Collected data
..........
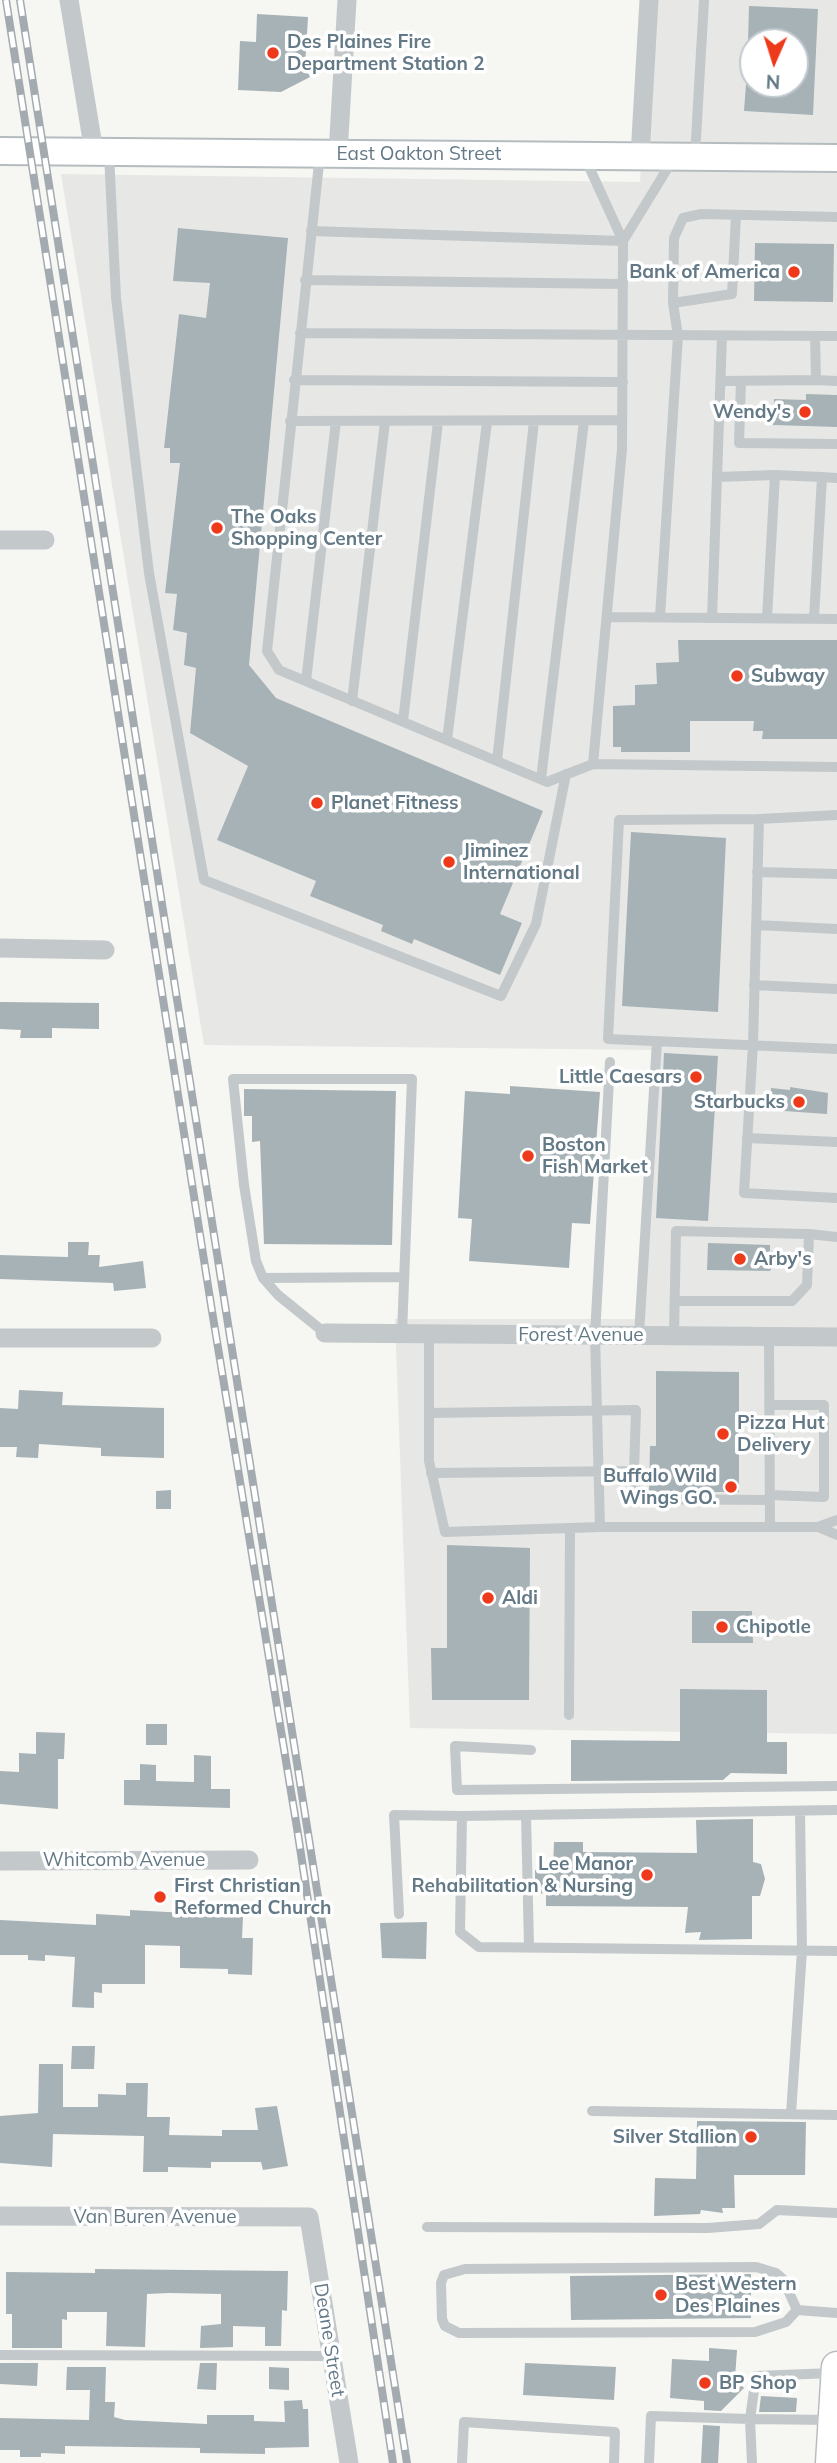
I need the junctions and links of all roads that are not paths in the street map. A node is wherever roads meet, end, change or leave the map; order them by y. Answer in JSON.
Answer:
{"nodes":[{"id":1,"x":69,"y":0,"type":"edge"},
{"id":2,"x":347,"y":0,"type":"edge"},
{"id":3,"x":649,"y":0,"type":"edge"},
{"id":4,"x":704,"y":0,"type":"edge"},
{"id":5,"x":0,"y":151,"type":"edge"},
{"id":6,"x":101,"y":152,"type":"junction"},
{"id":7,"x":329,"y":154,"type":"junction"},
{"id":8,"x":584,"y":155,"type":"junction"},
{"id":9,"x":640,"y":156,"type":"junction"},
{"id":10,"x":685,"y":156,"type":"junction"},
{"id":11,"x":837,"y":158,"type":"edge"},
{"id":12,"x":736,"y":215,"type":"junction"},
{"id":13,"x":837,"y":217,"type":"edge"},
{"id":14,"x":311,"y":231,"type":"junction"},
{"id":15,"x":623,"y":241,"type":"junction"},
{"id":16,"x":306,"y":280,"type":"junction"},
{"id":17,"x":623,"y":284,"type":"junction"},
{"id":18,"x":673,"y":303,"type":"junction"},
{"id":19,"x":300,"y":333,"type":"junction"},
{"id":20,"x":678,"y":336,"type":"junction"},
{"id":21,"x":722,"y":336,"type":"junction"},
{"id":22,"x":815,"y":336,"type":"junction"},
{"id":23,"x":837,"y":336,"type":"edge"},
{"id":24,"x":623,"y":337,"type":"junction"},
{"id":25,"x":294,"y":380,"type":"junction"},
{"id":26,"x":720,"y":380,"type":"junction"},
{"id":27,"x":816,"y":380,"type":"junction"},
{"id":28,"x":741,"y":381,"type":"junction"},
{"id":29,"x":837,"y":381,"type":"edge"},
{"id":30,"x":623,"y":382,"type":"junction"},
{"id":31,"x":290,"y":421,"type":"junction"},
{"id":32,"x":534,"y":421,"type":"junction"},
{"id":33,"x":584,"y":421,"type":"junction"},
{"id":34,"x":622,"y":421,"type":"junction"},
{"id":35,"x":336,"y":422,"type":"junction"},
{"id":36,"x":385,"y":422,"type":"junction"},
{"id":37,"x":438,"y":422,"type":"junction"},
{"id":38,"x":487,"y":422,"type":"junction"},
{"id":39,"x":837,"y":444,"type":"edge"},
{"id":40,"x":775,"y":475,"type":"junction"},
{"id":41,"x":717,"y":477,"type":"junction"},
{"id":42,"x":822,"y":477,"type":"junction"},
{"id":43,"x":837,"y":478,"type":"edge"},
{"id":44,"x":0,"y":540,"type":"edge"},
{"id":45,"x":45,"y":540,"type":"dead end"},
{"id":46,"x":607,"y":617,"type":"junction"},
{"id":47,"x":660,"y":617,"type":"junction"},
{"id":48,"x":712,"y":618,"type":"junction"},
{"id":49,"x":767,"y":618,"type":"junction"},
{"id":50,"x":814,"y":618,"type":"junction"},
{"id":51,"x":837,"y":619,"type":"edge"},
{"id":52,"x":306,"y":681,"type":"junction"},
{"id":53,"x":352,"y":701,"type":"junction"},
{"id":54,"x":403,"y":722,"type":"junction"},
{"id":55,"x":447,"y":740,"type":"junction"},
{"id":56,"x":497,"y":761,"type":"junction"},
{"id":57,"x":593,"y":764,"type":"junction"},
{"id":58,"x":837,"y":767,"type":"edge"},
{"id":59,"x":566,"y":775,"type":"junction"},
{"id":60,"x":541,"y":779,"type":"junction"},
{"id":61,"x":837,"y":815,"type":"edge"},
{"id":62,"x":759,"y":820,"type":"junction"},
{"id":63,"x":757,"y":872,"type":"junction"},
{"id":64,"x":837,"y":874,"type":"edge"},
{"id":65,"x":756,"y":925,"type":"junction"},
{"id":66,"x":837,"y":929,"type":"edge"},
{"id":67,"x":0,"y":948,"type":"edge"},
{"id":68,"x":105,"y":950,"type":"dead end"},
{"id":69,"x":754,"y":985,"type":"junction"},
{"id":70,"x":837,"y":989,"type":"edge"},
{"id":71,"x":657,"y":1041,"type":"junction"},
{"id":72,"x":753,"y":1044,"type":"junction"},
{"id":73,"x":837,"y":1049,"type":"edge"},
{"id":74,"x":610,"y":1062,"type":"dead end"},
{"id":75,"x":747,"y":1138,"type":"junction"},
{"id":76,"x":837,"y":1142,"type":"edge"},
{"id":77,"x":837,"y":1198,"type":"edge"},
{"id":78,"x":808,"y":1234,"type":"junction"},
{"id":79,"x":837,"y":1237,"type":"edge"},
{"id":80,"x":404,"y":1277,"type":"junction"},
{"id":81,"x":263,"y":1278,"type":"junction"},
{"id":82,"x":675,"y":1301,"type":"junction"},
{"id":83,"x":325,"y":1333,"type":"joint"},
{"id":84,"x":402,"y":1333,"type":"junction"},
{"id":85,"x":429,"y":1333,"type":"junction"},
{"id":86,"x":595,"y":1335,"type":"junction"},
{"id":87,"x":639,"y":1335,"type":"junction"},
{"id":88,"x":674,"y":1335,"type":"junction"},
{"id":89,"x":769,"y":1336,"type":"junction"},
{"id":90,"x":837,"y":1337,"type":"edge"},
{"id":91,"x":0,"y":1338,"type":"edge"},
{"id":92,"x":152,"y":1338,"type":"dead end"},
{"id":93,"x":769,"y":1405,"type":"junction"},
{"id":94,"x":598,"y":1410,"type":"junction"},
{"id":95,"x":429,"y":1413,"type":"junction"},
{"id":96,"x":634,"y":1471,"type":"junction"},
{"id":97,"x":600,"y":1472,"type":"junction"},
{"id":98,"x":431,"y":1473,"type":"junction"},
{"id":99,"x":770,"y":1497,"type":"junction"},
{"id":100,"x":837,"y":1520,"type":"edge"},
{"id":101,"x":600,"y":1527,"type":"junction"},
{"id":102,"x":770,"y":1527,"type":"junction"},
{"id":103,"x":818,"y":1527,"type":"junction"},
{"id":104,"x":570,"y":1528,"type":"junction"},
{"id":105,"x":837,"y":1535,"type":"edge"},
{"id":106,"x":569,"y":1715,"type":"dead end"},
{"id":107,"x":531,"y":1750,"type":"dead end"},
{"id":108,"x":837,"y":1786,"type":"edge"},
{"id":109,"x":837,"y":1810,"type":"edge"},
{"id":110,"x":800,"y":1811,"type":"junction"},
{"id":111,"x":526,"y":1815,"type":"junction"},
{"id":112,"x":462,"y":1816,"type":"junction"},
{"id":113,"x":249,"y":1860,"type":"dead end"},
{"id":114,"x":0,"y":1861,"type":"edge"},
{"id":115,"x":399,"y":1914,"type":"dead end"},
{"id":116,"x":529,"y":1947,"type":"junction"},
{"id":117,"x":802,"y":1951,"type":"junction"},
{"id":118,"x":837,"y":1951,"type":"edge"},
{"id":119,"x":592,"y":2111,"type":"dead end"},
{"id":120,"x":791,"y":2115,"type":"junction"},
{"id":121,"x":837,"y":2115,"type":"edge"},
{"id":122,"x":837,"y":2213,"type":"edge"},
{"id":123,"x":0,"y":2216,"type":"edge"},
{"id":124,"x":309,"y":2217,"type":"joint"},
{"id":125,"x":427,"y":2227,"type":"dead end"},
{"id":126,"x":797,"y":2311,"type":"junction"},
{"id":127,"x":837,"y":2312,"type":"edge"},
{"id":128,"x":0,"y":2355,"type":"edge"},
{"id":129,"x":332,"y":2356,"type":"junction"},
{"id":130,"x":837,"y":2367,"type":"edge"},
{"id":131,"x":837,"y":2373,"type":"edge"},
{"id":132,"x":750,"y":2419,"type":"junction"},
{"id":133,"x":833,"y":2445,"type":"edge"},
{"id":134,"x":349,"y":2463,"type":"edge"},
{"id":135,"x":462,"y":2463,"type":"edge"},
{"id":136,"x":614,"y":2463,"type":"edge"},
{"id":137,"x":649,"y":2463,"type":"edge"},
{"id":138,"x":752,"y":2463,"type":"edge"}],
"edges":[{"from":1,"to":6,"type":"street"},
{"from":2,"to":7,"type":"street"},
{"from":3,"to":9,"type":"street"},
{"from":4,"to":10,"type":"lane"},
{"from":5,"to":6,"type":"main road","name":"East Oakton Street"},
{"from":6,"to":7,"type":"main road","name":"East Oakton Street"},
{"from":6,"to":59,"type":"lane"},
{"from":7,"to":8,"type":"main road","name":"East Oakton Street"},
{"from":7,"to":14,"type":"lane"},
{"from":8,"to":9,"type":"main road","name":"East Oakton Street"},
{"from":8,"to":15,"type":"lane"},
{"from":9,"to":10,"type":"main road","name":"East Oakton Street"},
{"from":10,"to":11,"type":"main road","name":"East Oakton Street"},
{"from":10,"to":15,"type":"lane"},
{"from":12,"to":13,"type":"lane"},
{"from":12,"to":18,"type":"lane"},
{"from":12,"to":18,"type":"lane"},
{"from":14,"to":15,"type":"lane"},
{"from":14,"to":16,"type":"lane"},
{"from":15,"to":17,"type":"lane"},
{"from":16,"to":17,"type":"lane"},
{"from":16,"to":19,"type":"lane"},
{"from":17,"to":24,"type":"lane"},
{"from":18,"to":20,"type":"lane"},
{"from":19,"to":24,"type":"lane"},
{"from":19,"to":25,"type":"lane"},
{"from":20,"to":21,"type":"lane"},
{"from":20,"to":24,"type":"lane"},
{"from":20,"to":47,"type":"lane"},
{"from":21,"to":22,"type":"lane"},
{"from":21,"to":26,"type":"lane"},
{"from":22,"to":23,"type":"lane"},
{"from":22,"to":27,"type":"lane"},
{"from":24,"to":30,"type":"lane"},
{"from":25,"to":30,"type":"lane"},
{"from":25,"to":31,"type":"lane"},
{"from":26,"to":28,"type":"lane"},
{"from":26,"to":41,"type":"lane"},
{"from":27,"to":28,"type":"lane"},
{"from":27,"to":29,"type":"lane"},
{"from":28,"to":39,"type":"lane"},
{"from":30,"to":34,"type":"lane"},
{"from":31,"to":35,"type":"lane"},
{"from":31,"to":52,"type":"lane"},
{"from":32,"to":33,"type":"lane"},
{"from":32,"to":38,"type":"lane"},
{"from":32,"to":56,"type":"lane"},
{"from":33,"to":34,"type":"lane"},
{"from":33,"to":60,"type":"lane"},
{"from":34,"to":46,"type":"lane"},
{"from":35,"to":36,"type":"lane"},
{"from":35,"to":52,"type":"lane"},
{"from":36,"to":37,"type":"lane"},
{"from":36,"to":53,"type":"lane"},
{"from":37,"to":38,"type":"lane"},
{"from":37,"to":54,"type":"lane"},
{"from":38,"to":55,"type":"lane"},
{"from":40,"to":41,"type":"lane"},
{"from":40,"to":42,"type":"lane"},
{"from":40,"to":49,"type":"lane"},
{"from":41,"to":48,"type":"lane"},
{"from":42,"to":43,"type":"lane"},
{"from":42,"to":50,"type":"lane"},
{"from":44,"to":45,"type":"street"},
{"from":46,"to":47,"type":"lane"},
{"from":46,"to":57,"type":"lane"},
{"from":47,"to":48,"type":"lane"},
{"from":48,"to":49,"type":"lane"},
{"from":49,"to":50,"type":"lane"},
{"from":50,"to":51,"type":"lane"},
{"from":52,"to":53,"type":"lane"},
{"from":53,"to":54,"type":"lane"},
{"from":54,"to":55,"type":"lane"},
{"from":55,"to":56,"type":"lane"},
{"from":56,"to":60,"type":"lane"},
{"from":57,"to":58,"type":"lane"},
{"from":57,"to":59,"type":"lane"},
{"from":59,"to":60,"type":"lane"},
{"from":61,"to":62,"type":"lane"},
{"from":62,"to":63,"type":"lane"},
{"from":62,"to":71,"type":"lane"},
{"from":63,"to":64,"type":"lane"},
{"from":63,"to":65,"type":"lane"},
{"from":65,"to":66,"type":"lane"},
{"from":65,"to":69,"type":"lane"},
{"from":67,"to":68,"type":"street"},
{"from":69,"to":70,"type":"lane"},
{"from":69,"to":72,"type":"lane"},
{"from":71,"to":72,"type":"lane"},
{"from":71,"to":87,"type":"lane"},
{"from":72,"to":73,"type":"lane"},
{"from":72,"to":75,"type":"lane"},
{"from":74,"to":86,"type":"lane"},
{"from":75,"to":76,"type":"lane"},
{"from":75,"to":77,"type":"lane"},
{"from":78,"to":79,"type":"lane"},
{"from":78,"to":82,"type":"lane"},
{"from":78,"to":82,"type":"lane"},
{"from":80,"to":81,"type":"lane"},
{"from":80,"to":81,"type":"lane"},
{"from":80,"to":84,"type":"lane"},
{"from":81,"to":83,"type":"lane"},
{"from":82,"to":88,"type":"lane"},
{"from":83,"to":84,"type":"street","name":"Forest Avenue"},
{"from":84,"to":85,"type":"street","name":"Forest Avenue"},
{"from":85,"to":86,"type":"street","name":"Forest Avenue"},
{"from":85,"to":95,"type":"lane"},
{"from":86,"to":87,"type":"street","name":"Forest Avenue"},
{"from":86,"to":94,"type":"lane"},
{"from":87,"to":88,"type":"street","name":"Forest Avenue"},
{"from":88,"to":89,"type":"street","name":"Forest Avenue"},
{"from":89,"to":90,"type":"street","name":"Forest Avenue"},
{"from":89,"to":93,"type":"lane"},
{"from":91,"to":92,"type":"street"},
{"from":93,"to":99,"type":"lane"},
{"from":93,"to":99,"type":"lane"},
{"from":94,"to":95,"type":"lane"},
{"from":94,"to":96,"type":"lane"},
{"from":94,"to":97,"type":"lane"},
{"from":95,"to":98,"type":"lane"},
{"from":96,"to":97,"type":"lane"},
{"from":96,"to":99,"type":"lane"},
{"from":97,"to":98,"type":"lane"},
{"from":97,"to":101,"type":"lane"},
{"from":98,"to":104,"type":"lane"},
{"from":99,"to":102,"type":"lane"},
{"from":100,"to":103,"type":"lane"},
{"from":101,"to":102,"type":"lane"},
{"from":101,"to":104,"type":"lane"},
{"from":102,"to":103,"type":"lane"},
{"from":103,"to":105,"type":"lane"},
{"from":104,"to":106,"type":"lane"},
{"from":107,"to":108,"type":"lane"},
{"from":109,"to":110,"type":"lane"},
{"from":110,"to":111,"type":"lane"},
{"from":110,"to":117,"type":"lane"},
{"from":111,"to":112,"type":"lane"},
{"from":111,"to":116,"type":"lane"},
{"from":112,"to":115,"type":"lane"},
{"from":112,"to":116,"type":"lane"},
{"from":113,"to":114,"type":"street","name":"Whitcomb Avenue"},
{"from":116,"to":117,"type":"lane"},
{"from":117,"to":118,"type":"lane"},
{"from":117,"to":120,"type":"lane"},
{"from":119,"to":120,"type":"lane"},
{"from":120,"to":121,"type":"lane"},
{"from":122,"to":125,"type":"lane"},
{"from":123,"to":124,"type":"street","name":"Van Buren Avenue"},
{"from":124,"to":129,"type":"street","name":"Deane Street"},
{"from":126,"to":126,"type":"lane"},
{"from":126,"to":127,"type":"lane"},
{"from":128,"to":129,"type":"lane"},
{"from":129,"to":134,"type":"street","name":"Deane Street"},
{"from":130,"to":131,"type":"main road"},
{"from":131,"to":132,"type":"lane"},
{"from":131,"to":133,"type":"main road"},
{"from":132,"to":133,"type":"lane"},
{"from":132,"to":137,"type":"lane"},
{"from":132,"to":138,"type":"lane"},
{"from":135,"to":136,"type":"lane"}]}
..........
Spot the lines above that mention "Deane" and copy them.

Reply
{"from":124,"to":129,"type":"street","name":"Deane Street"},
{"from":129,"to":134,"type":"street","name":"Deane Street"},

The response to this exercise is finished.